_About this exercise_
Below are the records; count how many of their lines carry "Dukes" and give only the number.

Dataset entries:

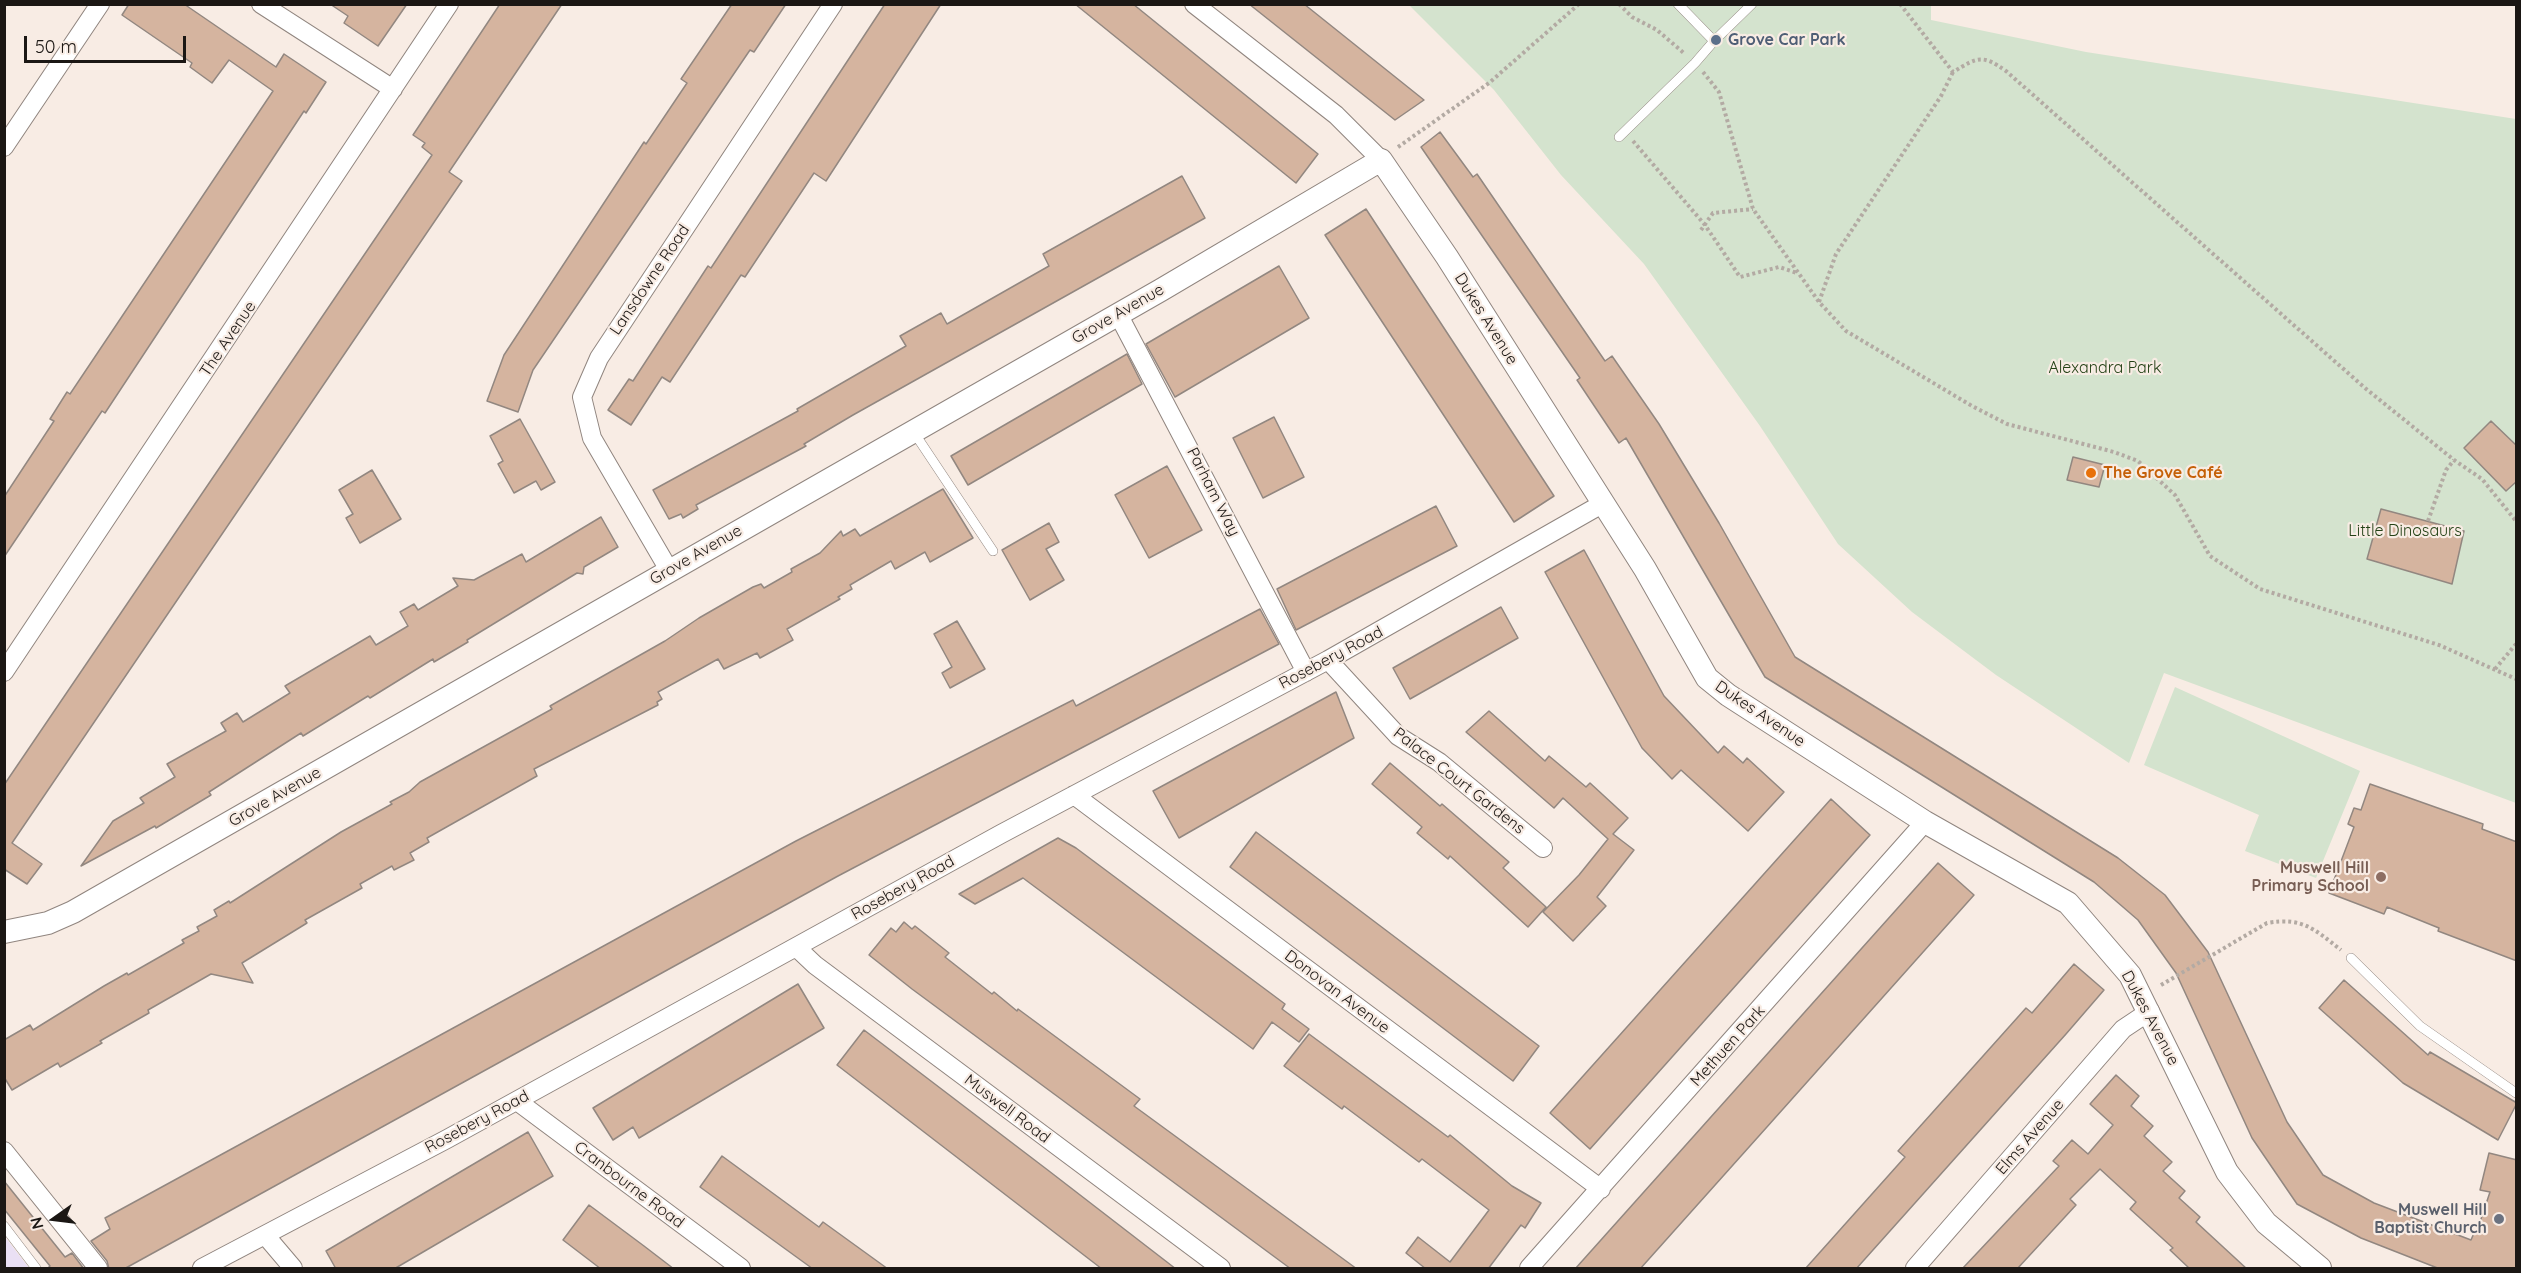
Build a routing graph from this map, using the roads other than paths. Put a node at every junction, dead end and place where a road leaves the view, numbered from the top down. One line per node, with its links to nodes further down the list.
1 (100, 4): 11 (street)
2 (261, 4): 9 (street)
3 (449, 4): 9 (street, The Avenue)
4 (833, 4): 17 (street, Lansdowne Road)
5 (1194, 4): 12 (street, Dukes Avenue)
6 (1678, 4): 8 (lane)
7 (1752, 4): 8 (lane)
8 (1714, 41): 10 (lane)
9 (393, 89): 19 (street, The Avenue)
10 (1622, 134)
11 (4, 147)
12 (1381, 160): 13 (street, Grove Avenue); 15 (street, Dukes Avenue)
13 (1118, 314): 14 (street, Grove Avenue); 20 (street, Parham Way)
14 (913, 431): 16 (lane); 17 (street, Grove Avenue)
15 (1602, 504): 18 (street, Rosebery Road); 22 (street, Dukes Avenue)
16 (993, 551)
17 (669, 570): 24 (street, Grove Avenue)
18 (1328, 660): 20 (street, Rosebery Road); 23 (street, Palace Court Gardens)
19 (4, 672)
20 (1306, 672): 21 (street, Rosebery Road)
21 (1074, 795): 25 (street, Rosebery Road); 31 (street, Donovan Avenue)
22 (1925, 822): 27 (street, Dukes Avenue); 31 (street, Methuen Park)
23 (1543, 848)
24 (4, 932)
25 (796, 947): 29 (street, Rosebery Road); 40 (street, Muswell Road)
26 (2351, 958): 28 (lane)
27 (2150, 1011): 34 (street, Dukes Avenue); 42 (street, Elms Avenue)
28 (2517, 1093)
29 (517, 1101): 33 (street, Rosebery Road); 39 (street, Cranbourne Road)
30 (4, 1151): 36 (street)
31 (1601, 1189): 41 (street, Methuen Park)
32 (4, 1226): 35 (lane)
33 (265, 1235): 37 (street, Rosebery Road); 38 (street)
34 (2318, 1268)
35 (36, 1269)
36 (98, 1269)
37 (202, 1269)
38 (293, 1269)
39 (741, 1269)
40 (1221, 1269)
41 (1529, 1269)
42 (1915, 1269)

...

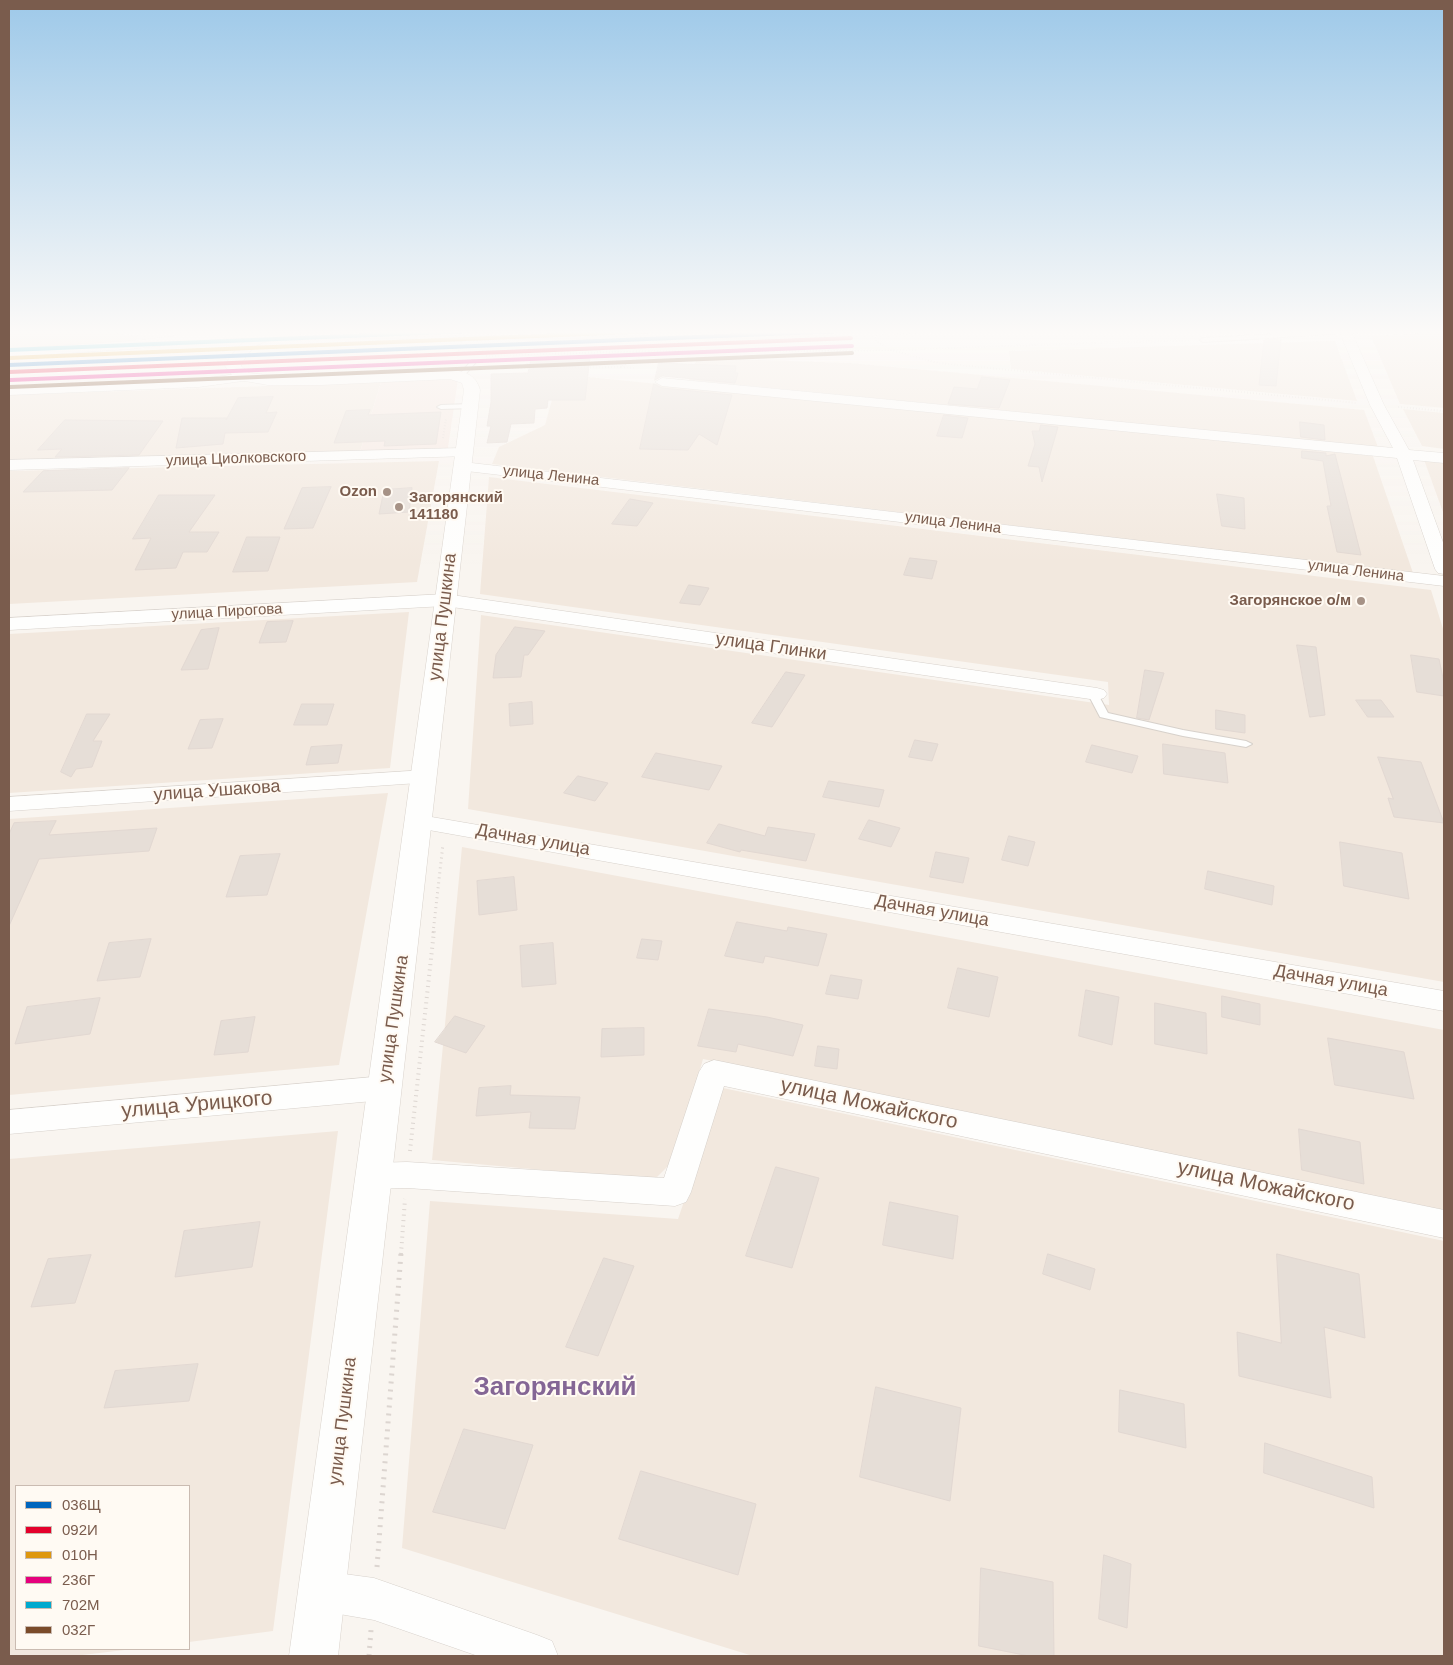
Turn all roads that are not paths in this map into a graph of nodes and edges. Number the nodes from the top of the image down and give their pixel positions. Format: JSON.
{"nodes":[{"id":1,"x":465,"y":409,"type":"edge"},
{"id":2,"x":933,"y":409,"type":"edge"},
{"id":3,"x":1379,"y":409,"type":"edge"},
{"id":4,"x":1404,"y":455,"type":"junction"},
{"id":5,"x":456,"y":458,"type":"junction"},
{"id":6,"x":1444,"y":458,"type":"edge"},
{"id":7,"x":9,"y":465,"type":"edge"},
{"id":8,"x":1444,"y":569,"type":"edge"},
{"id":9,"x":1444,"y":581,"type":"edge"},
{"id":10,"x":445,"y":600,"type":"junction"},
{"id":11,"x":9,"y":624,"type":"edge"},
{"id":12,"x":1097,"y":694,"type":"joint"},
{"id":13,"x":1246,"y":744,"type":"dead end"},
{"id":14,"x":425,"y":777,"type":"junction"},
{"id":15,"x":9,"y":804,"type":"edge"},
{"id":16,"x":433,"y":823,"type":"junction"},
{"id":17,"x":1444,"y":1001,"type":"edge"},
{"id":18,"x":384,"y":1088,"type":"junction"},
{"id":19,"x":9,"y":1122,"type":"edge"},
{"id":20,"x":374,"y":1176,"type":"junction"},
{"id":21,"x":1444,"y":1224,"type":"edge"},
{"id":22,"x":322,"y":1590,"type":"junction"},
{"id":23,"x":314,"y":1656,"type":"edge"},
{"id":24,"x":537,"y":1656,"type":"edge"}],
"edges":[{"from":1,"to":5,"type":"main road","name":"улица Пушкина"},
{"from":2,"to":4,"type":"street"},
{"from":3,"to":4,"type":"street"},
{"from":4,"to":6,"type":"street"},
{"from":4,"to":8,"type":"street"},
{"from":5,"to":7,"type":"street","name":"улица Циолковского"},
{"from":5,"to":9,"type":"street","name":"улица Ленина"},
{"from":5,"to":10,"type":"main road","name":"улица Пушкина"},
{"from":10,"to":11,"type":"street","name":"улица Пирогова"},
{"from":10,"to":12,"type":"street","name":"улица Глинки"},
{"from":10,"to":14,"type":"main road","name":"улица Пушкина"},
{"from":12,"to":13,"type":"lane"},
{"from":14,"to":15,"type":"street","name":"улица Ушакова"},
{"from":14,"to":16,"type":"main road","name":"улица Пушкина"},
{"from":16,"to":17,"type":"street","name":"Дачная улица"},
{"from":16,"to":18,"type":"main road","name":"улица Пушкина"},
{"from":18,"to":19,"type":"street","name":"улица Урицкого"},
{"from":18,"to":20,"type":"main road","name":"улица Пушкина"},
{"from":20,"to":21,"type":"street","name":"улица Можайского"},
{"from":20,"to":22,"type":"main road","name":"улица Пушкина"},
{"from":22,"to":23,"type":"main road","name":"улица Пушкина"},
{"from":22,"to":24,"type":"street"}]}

* * *

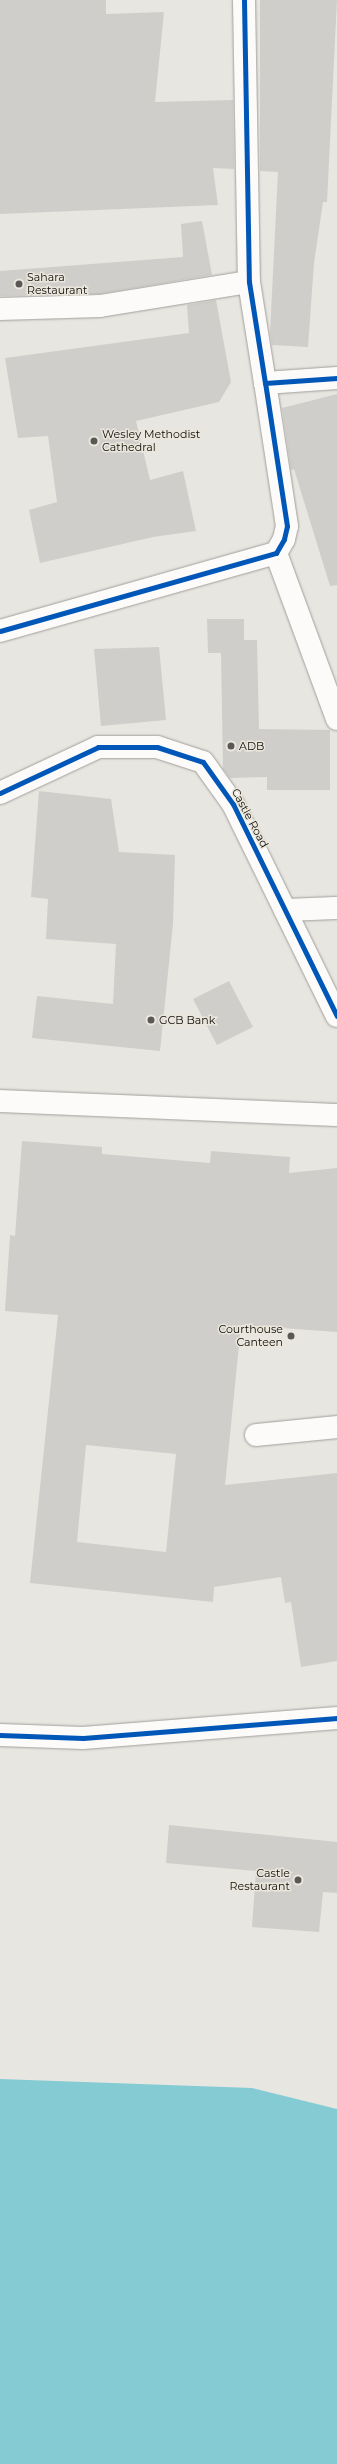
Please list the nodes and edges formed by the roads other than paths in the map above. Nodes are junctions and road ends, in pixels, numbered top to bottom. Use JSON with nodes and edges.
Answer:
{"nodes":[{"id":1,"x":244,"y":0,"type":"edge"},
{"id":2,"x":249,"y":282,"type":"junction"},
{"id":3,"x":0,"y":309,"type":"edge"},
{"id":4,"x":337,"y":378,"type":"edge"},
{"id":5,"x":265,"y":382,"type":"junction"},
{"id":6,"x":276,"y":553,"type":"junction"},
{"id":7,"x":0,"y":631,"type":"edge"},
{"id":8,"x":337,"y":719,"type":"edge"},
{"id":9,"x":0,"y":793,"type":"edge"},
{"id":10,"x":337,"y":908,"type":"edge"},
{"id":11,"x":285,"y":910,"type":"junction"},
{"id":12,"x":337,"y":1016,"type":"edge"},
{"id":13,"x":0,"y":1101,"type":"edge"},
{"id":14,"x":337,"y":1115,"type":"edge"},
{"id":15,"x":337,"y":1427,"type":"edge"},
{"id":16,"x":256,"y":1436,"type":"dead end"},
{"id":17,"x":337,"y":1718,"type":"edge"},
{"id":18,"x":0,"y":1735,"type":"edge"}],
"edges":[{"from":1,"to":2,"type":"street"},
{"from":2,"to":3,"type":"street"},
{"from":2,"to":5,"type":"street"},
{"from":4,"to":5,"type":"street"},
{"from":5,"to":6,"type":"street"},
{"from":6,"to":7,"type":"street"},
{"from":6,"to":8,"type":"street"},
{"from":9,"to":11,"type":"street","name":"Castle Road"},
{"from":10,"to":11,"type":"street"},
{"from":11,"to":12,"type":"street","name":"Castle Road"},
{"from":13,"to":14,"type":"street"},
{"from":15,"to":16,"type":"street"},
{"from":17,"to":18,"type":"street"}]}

_Task result_
5